Could you print the full listing again, exactly as written?
+++
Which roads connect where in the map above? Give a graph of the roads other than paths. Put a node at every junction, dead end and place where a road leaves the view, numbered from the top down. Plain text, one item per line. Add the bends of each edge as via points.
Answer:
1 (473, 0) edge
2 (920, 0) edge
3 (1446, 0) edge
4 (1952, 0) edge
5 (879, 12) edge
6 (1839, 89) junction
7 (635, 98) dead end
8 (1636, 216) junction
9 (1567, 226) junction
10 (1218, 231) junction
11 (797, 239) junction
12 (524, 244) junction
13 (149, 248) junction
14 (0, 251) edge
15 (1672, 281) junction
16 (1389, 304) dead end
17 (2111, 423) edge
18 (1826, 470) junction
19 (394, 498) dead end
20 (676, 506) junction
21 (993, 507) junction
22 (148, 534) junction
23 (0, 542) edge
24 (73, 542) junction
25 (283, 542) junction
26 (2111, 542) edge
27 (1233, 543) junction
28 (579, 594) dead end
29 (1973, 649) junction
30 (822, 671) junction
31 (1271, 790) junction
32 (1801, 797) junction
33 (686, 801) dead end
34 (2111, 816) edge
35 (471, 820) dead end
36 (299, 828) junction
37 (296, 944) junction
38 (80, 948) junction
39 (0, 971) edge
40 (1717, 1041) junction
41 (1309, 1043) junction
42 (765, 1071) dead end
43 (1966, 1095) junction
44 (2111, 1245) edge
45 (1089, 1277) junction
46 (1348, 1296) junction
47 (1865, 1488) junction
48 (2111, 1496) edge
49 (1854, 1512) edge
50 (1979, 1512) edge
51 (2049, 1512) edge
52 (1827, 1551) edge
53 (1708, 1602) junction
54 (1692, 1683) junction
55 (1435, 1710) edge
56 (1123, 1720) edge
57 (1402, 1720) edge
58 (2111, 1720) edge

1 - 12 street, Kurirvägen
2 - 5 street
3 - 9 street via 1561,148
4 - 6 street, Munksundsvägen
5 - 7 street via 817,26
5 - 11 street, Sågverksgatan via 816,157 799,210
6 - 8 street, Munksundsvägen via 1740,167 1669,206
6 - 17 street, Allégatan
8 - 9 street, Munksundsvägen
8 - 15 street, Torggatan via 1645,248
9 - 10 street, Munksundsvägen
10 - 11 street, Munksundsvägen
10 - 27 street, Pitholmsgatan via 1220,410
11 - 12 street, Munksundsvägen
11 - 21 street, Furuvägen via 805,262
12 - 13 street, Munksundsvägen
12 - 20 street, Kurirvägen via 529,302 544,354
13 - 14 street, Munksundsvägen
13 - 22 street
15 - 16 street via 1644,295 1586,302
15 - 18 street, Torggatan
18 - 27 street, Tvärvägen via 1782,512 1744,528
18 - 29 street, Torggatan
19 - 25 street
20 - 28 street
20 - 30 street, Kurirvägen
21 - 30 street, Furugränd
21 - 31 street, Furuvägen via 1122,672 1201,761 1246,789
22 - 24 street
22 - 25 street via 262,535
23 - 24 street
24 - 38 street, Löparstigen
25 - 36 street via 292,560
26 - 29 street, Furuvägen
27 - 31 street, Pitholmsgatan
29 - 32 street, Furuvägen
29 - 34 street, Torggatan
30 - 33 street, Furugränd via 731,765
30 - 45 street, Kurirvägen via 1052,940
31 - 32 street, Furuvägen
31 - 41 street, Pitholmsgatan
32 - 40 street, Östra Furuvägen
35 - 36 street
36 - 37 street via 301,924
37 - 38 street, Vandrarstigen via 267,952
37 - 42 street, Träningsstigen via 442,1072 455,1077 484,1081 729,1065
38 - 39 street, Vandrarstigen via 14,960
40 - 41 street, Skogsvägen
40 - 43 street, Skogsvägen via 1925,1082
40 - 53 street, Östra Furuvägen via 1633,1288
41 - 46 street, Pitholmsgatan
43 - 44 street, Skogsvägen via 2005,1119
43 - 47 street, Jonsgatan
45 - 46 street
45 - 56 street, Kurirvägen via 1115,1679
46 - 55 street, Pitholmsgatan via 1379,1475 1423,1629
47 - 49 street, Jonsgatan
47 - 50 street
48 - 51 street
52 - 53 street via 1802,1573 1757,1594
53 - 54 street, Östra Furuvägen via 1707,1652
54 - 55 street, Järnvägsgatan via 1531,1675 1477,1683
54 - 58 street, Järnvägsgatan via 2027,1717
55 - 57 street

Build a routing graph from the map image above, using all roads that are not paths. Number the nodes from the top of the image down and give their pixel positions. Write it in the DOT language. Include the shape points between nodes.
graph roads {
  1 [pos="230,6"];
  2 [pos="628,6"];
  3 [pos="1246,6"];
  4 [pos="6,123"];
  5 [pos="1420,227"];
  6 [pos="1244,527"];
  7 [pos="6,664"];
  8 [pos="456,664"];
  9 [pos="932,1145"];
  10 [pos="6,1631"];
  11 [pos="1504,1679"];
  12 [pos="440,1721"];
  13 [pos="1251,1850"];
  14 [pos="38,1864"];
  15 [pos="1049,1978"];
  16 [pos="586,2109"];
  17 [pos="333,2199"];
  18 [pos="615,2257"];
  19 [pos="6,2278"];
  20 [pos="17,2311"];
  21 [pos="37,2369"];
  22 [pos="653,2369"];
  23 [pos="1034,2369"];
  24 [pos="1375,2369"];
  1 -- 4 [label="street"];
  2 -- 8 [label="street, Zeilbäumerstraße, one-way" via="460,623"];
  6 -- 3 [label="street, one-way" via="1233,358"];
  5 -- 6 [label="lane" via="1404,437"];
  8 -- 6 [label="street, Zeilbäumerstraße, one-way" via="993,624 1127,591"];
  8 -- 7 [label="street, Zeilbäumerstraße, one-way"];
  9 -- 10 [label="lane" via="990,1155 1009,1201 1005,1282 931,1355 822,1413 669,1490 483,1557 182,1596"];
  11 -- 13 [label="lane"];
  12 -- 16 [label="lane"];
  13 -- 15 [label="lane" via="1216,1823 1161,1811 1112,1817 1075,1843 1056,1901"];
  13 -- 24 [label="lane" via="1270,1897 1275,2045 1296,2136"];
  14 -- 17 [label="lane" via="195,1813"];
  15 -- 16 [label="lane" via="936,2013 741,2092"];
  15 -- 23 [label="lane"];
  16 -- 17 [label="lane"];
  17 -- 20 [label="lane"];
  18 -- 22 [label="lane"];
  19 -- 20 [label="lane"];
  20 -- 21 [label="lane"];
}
+++
• RESULT OF THIS TASK:
Which roads connect where in the map above? Give a graph of the roads other than paths. Put a node at every junction, dead end and place where a road leaves the view, numbered from the top down. Plain text, one item per line. Add the bends of each edge as via points.
Answer:
1 (473, 0) edge
2 (920, 0) edge
3 (1446, 0) edge
4 (1952, 0) edge
5 (879, 12) edge
6 (1839, 89) junction
7 (635, 98) dead end
8 (1636, 216) junction
9 (1567, 226) junction
10 (1218, 231) junction
11 (797, 239) junction
12 (524, 244) junction
13 (149, 248) junction
14 (0, 251) edge
15 (1672, 281) junction
16 (1389, 304) dead end
17 (2111, 423) edge
18 (1826, 470) junction
19 (394, 498) dead end
20 (676, 506) junction
21 (993, 507) junction
22 (148, 534) junction
23 (0, 542) edge
24 (73, 542) junction
25 (283, 542) junction
26 (2111, 542) edge
27 (1233, 543) junction
28 (579, 594) dead end
29 (1973, 649) junction
30 (822, 671) junction
31 (1271, 790) junction
32 (1801, 797) junction
33 (686, 801) dead end
34 (2111, 816) edge
35 (471, 820) dead end
36 (299, 828) junction
37 (296, 944) junction
38 (80, 948) junction
39 (0, 971) edge
40 (1717, 1041) junction
41 (1309, 1043) junction
42 (765, 1071) dead end
43 (1966, 1095) junction
44 (2111, 1245) edge
45 (1089, 1277) junction
46 (1348, 1296) junction
47 (1865, 1488) junction
48 (2111, 1496) edge
49 (1854, 1512) edge
50 (1979, 1512) edge
51 (2049, 1512) edge
52 (1827, 1551) edge
53 (1708, 1602) junction
54 (1692, 1683) junction
55 (1435, 1710) edge
56 (1123, 1720) edge
57 (1402, 1720) edge
58 (2111, 1720) edge

1 - 12 street, Kurirvägen
2 - 5 street
3 - 9 street via 1561,148
4 - 6 street, Munksundsvägen
5 - 7 street via 817,26
5 - 11 street, Sågverksgatan via 816,157 799,210
6 - 8 street, Munksundsvägen via 1740,167 1669,206
6 - 17 street, Allégatan
8 - 9 street, Munksundsvägen
8 - 15 street, Torggatan via 1645,248
9 - 10 street, Munksundsvägen
10 - 11 street, Munksundsvägen
10 - 27 street, Pitholmsgatan via 1220,410
11 - 12 street, Munksundsvägen
11 - 21 street, Furuvägen via 805,262
12 - 13 street, Munksundsvägen
12 - 20 street, Kurirvägen via 529,302 544,354
13 - 14 street, Munksundsvägen
13 - 22 street
15 - 16 street via 1644,295 1586,302
15 - 18 street, Torggatan
18 - 27 street, Tvärvägen via 1782,512 1744,528
18 - 29 street, Torggatan
19 - 25 street
20 - 28 street
20 - 30 street, Kurirvägen
21 - 30 street, Furugränd
21 - 31 street, Furuvägen via 1122,672 1201,761 1246,789
22 - 24 street
22 - 25 street via 262,535
23 - 24 street
24 - 38 street, Löparstigen
25 - 36 street via 292,560
26 - 29 street, Furuvägen
27 - 31 street, Pitholmsgatan
29 - 32 street, Furuvägen
29 - 34 street, Torggatan
30 - 33 street, Furugränd via 731,765
30 - 45 street, Kurirvägen via 1052,940
31 - 32 street, Furuvägen
31 - 41 street, Pitholmsgatan
32 - 40 street, Östra Furuvägen
35 - 36 street
36 - 37 street via 301,924
37 - 38 street, Vandrarstigen via 267,952
37 - 42 street, Träningsstigen via 442,1072 455,1077 484,1081 729,1065
38 - 39 street, Vandrarstigen via 14,960
40 - 41 street, Skogsvägen
40 - 43 street, Skogsvägen via 1925,1082
40 - 53 street, Östra Furuvägen via 1633,1288
41 - 46 street, Pitholmsgatan
43 - 44 street, Skogsvägen via 2005,1119
43 - 47 street, Jonsgatan
45 - 46 street
45 - 56 street, Kurirvägen via 1115,1679
46 - 55 street, Pitholmsgatan via 1379,1475 1423,1629
47 - 49 street, Jonsgatan
47 - 50 street
48 - 51 street
52 - 53 street via 1802,1573 1757,1594
53 - 54 street, Östra Furuvägen via 1707,1652
54 - 55 street, Järnvägsgatan via 1531,1675 1477,1683
54 - 58 street, Järnvägsgatan via 2027,1717
55 - 57 street

Build a routing graph from the map image above, using all roads that are not paths. Number the nodes from the top of the image down and give their pixel positions. Write it in the DOT language. Include the shape points between nodes.
graph roads {
  1 [pos="230,6"];
  2 [pos="628,6"];
  3 [pos="1246,6"];
  4 [pos="6,123"];
  5 [pos="1420,227"];
  6 [pos="1244,527"];
  7 [pos="6,664"];
  8 [pos="456,664"];
  9 [pos="932,1145"];
  10 [pos="6,1631"];
  11 [pos="1504,1679"];
  12 [pos="440,1721"];
  13 [pos="1251,1850"];
  14 [pos="38,1864"];
  15 [pos="1049,1978"];
  16 [pos="586,2109"];
  17 [pos="333,2199"];
  18 [pos="615,2257"];
  19 [pos="6,2278"];
  20 [pos="17,2311"];
  21 [pos="37,2369"];
  22 [pos="653,2369"];
  23 [pos="1034,2369"];
  24 [pos="1375,2369"];
  1 -- 4 [label="street"];
  2 -- 8 [label="street, Zeilbäumerstraße, one-way" via="460,623"];
  6 -- 3 [label="street, one-way" via="1233,358"];
  5 -- 6 [label="lane" via="1404,437"];
  8 -- 6 [label="street, Zeilbäumerstraße, one-way" via="993,624 1127,591"];
  8 -- 7 [label="street, Zeilbäumerstraße, one-way"];
  9 -- 10 [label="lane" via="990,1155 1009,1201 1005,1282 931,1355 822,1413 669,1490 483,1557 182,1596"];
  11 -- 13 [label="lane"];
  12 -- 16 [label="lane"];
  13 -- 15 [label="lane" via="1216,1823 1161,1811 1112,1817 1075,1843 1056,1901"];
  13 -- 24 [label="lane" via="1270,1897 1275,2045 1296,2136"];
  14 -- 17 [label="lane" via="195,1813"];
  15 -- 16 [label="lane" via="936,2013 741,2092"];
  15 -- 23 [label="lane"];
  16 -- 17 [label="lane"];
  17 -- 20 [label="lane"];
  18 -- 22 [label="lane"];
  19 -- 20 [label="lane"];
  20 -- 21 [label="lane"];
}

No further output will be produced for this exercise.